• _WHAT YOU NEED TO DO_
What you return should be every line below, word for word, and none of the images.

::: THE DATA

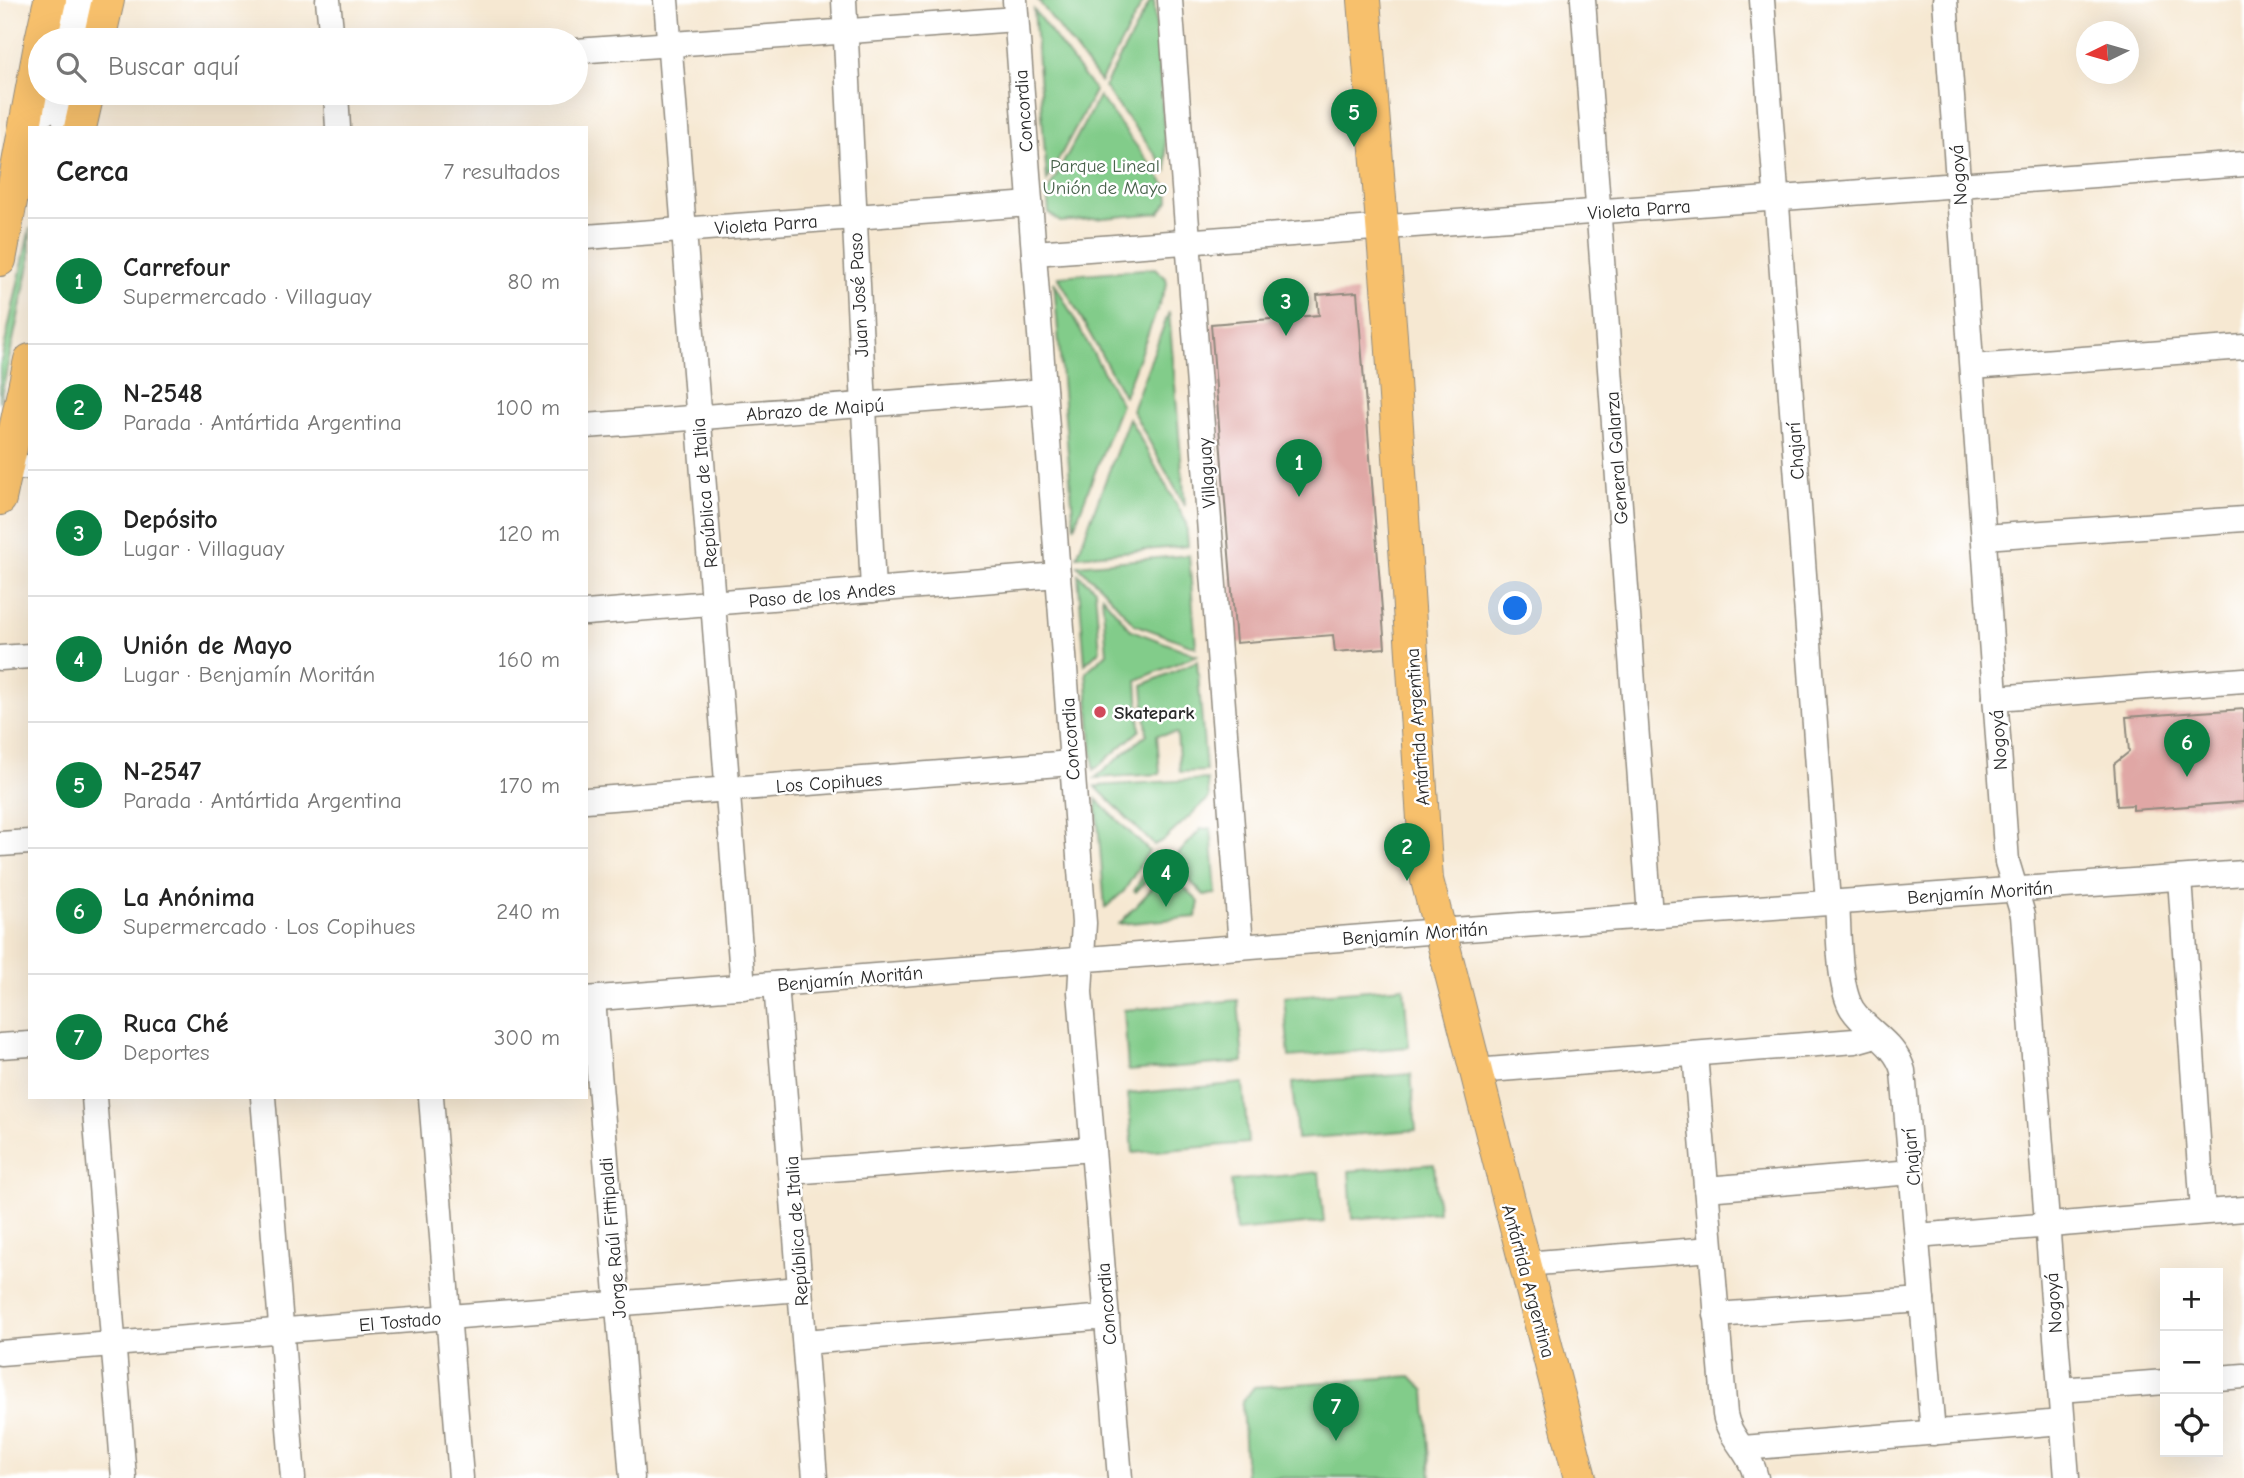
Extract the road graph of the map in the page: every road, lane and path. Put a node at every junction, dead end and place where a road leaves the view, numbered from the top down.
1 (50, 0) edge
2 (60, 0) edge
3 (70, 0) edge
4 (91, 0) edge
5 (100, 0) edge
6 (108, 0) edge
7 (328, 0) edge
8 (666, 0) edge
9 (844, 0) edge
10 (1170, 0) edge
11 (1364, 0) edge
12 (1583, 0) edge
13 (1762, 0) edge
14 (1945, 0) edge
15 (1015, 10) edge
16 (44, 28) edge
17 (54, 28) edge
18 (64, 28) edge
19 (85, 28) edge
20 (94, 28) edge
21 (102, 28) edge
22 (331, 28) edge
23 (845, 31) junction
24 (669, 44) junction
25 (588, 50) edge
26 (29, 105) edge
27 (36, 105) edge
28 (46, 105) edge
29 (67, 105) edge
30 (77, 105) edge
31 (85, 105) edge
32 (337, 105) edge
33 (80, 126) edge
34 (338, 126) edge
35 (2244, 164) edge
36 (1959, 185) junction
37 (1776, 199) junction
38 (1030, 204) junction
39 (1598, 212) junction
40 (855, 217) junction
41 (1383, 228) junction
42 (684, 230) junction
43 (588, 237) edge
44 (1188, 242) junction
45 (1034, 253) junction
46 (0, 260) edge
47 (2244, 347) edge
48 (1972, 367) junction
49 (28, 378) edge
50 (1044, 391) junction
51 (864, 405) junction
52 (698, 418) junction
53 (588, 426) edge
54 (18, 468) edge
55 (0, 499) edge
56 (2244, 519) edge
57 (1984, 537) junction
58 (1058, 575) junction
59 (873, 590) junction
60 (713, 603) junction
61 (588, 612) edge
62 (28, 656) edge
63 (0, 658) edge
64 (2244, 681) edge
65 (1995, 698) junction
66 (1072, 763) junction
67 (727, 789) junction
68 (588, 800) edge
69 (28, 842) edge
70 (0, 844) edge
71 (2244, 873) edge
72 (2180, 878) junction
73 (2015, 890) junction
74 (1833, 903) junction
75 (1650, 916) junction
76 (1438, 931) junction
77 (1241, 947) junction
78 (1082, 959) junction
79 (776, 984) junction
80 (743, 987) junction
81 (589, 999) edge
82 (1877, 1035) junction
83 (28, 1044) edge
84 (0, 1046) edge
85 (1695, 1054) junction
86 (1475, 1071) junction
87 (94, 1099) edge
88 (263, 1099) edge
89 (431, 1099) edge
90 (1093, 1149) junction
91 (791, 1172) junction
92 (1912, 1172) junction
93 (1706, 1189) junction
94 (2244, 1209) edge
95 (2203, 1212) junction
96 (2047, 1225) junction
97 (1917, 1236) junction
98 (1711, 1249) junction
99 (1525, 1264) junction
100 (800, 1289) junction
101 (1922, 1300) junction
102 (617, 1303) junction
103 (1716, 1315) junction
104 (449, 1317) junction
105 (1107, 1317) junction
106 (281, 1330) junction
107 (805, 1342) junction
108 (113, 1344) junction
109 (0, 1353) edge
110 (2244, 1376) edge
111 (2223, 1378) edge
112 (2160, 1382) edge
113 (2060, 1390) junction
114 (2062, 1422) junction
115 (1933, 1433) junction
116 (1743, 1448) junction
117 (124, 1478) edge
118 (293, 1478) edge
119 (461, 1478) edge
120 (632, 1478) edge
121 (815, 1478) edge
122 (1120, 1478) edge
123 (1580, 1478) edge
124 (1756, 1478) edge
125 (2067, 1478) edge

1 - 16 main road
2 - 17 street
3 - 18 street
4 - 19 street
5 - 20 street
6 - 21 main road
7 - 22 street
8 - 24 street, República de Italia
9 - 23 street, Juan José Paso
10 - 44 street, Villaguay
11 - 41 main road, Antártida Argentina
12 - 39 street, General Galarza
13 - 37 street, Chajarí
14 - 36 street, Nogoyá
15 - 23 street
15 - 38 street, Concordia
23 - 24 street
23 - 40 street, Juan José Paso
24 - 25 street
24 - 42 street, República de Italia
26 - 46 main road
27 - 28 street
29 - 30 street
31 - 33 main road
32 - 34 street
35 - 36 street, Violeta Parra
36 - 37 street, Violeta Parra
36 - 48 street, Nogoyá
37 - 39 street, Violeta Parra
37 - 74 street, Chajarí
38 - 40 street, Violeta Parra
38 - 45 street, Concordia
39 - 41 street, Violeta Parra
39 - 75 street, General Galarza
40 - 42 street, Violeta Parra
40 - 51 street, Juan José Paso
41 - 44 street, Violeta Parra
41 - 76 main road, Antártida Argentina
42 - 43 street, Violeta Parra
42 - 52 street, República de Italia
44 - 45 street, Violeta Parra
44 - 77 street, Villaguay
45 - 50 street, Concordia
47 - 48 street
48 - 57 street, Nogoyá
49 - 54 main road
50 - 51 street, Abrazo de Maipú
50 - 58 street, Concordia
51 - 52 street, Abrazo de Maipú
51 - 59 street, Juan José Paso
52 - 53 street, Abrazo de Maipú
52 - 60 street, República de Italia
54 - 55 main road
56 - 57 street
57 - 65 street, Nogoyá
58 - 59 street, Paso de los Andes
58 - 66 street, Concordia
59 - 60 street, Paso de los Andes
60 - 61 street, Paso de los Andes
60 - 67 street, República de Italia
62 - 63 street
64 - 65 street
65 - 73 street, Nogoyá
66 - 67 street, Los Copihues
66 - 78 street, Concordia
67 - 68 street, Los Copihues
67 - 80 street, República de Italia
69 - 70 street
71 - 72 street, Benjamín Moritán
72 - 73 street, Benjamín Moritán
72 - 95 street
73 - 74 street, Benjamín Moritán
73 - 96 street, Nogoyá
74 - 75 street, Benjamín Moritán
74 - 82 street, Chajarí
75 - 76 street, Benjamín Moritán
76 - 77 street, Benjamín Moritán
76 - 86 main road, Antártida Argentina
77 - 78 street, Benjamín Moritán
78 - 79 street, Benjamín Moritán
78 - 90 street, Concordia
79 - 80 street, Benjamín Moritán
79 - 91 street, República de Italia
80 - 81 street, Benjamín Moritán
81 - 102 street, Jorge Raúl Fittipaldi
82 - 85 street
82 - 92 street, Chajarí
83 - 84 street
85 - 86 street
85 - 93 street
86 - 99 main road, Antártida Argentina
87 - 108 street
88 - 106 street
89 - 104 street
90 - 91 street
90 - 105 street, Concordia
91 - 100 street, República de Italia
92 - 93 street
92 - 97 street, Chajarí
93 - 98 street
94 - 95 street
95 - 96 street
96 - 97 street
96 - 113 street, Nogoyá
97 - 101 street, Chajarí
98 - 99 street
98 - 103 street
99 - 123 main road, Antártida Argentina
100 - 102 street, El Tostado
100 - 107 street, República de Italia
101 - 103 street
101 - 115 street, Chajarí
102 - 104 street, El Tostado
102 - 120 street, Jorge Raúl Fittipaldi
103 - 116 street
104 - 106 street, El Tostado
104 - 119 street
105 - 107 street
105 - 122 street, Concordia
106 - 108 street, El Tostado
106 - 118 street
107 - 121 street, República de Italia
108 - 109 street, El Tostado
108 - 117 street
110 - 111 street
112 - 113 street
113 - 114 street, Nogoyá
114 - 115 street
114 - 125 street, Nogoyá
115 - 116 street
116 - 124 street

::::::

• _RESPONSE TO THE TASK_
Extract the road graph of the map in the page: every road, lane and path. Put a node at every junction, dead end and place where a road leaves the view, numbered from the top down.
1 (50, 0) edge
2 (60, 0) edge
3 (70, 0) edge
4 (91, 0) edge
5 (100, 0) edge
6 (108, 0) edge
7 (328, 0) edge
8 (666, 0) edge
9 (844, 0) edge
10 (1170, 0) edge
11 (1364, 0) edge
12 (1583, 0) edge
13 (1762, 0) edge
14 (1945, 0) edge
15 (1015, 10) edge
16 (44, 28) edge
17 (54, 28) edge
18 (64, 28) edge
19 (85, 28) edge
20 (94, 28) edge
21 (102, 28) edge
22 (331, 28) edge
23 (845, 31) junction
24 (669, 44) junction
25 (588, 50) edge
26 (29, 105) edge
27 (36, 105) edge
28 (46, 105) edge
29 (67, 105) edge
30 (77, 105) edge
31 (85, 105) edge
32 (337, 105) edge
33 (80, 126) edge
34 (338, 126) edge
35 (2244, 164) edge
36 (1959, 185) junction
37 (1776, 199) junction
38 (1030, 204) junction
39 (1598, 212) junction
40 (855, 217) junction
41 (1383, 228) junction
42 (684, 230) junction
43 (588, 237) edge
44 (1188, 242) junction
45 (1034, 253) junction
46 (0, 260) edge
47 (2244, 347) edge
48 (1972, 367) junction
49 (28, 378) edge
50 (1044, 391) junction
51 (864, 405) junction
52 (698, 418) junction
53 (588, 426) edge
54 (18, 468) edge
55 (0, 499) edge
56 (2244, 519) edge
57 (1984, 537) junction
58 (1058, 575) junction
59 (873, 590) junction
60 (713, 603) junction
61 (588, 612) edge
62 (28, 656) edge
63 (0, 658) edge
64 (2244, 681) edge
65 (1995, 698) junction
66 (1072, 763) junction
67 (727, 789) junction
68 (588, 800) edge
69 (28, 842) edge
70 (0, 844) edge
71 (2244, 873) edge
72 (2180, 878) junction
73 (2015, 890) junction
74 (1833, 903) junction
75 (1650, 916) junction
76 (1438, 931) junction
77 (1241, 947) junction
78 (1082, 959) junction
79 (776, 984) junction
80 (743, 987) junction
81 (589, 999) edge
82 (1877, 1035) junction
83 (28, 1044) edge
84 (0, 1046) edge
85 (1695, 1054) junction
86 (1475, 1071) junction
87 (94, 1099) edge
88 (263, 1099) edge
89 (431, 1099) edge
90 (1093, 1149) junction
91 (791, 1172) junction
92 (1912, 1172) junction
93 (1706, 1189) junction
94 (2244, 1209) edge
95 (2203, 1212) junction
96 (2047, 1225) junction
97 (1917, 1236) junction
98 (1711, 1249) junction
99 (1525, 1264) junction
100 (800, 1289) junction
101 (1922, 1300) junction
102 (617, 1303) junction
103 (1716, 1315) junction
104 (449, 1317) junction
105 (1107, 1317) junction
106 (281, 1330) junction
107 (805, 1342) junction
108 (113, 1344) junction
109 (0, 1353) edge
110 (2244, 1376) edge
111 (2223, 1378) edge
112 (2160, 1382) edge
113 (2060, 1390) junction
114 (2062, 1422) junction
115 (1933, 1433) junction
116 (1743, 1448) junction
117 (124, 1478) edge
118 (293, 1478) edge
119 (461, 1478) edge
120 (632, 1478) edge
121 (815, 1478) edge
122 (1120, 1478) edge
123 (1580, 1478) edge
124 (1756, 1478) edge
125 (2067, 1478) edge

1 - 16 main road
2 - 17 street
3 - 18 street
4 - 19 street
5 - 20 street
6 - 21 main road
7 - 22 street
8 - 24 street, República de Italia
9 - 23 street, Juan José Paso
10 - 44 street, Villaguay
11 - 41 main road, Antártida Argentina
12 - 39 street, General Galarza
13 - 37 street, Chajarí
14 - 36 street, Nogoyá
15 - 23 street
15 - 38 street, Concordia
23 - 24 street
23 - 40 street, Juan José Paso
24 - 25 street
24 - 42 street, República de Italia
26 - 46 main road
27 - 28 street
29 - 30 street
31 - 33 main road
32 - 34 street
35 - 36 street, Violeta Parra
36 - 37 street, Violeta Parra
36 - 48 street, Nogoyá
37 - 39 street, Violeta Parra
37 - 74 street, Chajarí
38 - 40 street, Violeta Parra
38 - 45 street, Concordia
39 - 41 street, Violeta Parra
39 - 75 street, General Galarza
40 - 42 street, Violeta Parra
40 - 51 street, Juan José Paso
41 - 44 street, Violeta Parra
41 - 76 main road, Antártida Argentina
42 - 43 street, Violeta Parra
42 - 52 street, República de Italia
44 - 45 street, Violeta Parra
44 - 77 street, Villaguay
45 - 50 street, Concordia
47 - 48 street
48 - 57 street, Nogoyá
49 - 54 main road
50 - 51 street, Abrazo de Maipú
50 - 58 street, Concordia
51 - 52 street, Abrazo de Maipú
51 - 59 street, Juan José Paso
52 - 53 street, Abrazo de Maipú
52 - 60 street, República de Italia
54 - 55 main road
56 - 57 street
57 - 65 street, Nogoyá
58 - 59 street, Paso de los Andes
58 - 66 street, Concordia
59 - 60 street, Paso de los Andes
60 - 61 street, Paso de los Andes
60 - 67 street, República de Italia
62 - 63 street
64 - 65 street
65 - 73 street, Nogoyá
66 - 67 street, Los Copihues
66 - 78 street, Concordia
67 - 68 street, Los Copihues
67 - 80 street, República de Italia
69 - 70 street
71 - 72 street, Benjamín Moritán
72 - 73 street, Benjamín Moritán
72 - 95 street
73 - 74 street, Benjamín Moritán
73 - 96 street, Nogoyá
74 - 75 street, Benjamín Moritán
74 - 82 street, Chajarí
75 - 76 street, Benjamín Moritán
76 - 77 street, Benjamín Moritán
76 - 86 main road, Antártida Argentina
77 - 78 street, Benjamín Moritán
78 - 79 street, Benjamín Moritán
78 - 90 street, Concordia
79 - 80 street, Benjamín Moritán
79 - 91 street, República de Italia
80 - 81 street, Benjamín Moritán
81 - 102 street, Jorge Raúl Fittipaldi
82 - 85 street
82 - 92 street, Chajarí
83 - 84 street
85 - 86 street
85 - 93 street
86 - 99 main road, Antártida Argentina
87 - 108 street
88 - 106 street
89 - 104 street
90 - 91 street
90 - 105 street, Concordia
91 - 100 street, República de Italia
92 - 93 street
92 - 97 street, Chajarí
93 - 98 street
94 - 95 street
95 - 96 street
96 - 97 street
96 - 113 street, Nogoyá
97 - 101 street, Chajarí
98 - 99 street
98 - 103 street
99 - 123 main road, Antártida Argentina
100 - 102 street, El Tostado
100 - 107 street, República de Italia
101 - 103 street
101 - 115 street, Chajarí
102 - 104 street, El Tostado
102 - 120 street, Jorge Raúl Fittipaldi
103 - 116 street
104 - 106 street, El Tostado
104 - 119 street
105 - 107 street
105 - 122 street, Concordia
106 - 108 street, El Tostado
106 - 118 street
107 - 121 street, República de Italia
108 - 109 street, El Tostado
108 - 117 street
110 - 111 street
112 - 113 street
113 - 114 street, Nogoyá
114 - 115 street
114 - 125 street, Nogoyá
115 - 116 street
116 - 124 street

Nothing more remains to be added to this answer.